*What is expected*. Find all lines below containing the string "SINDORIM" and return them.
[Opening Dataset extract section]
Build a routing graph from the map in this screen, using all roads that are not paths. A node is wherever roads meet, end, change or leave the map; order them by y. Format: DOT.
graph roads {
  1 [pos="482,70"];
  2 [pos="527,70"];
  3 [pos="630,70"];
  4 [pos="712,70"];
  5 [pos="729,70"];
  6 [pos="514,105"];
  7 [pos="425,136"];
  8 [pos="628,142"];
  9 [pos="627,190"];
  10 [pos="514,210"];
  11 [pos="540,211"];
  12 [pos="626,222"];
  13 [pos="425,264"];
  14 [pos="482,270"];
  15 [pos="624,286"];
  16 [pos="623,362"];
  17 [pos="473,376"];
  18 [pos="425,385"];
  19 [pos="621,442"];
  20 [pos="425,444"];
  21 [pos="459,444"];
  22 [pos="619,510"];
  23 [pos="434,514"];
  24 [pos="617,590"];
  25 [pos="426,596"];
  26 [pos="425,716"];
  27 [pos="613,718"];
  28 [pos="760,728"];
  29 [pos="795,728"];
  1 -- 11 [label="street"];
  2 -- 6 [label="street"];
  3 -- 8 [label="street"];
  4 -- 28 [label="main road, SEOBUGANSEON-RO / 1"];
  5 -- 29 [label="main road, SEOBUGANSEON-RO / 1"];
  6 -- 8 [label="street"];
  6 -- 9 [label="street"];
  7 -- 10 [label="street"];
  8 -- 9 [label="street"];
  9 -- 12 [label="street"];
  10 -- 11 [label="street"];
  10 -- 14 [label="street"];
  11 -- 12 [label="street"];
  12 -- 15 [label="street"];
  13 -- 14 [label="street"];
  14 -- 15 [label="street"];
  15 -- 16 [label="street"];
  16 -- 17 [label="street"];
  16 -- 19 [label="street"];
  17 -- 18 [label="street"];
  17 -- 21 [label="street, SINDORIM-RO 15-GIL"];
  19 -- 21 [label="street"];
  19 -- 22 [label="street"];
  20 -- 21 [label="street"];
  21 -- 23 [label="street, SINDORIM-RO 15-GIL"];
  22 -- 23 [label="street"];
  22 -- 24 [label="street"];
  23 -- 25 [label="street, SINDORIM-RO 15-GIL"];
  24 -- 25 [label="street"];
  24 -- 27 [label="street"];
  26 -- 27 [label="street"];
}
[Closing Dataset extract section]
*Response area*.
  17 -- 21 [label="street, SINDORIM-RO 15-GIL"];
  21 -- 23 [label="street, SINDORIM-RO 15-GIL"];
  23 -- 25 [label="street, SINDORIM-RO 15-GIL"];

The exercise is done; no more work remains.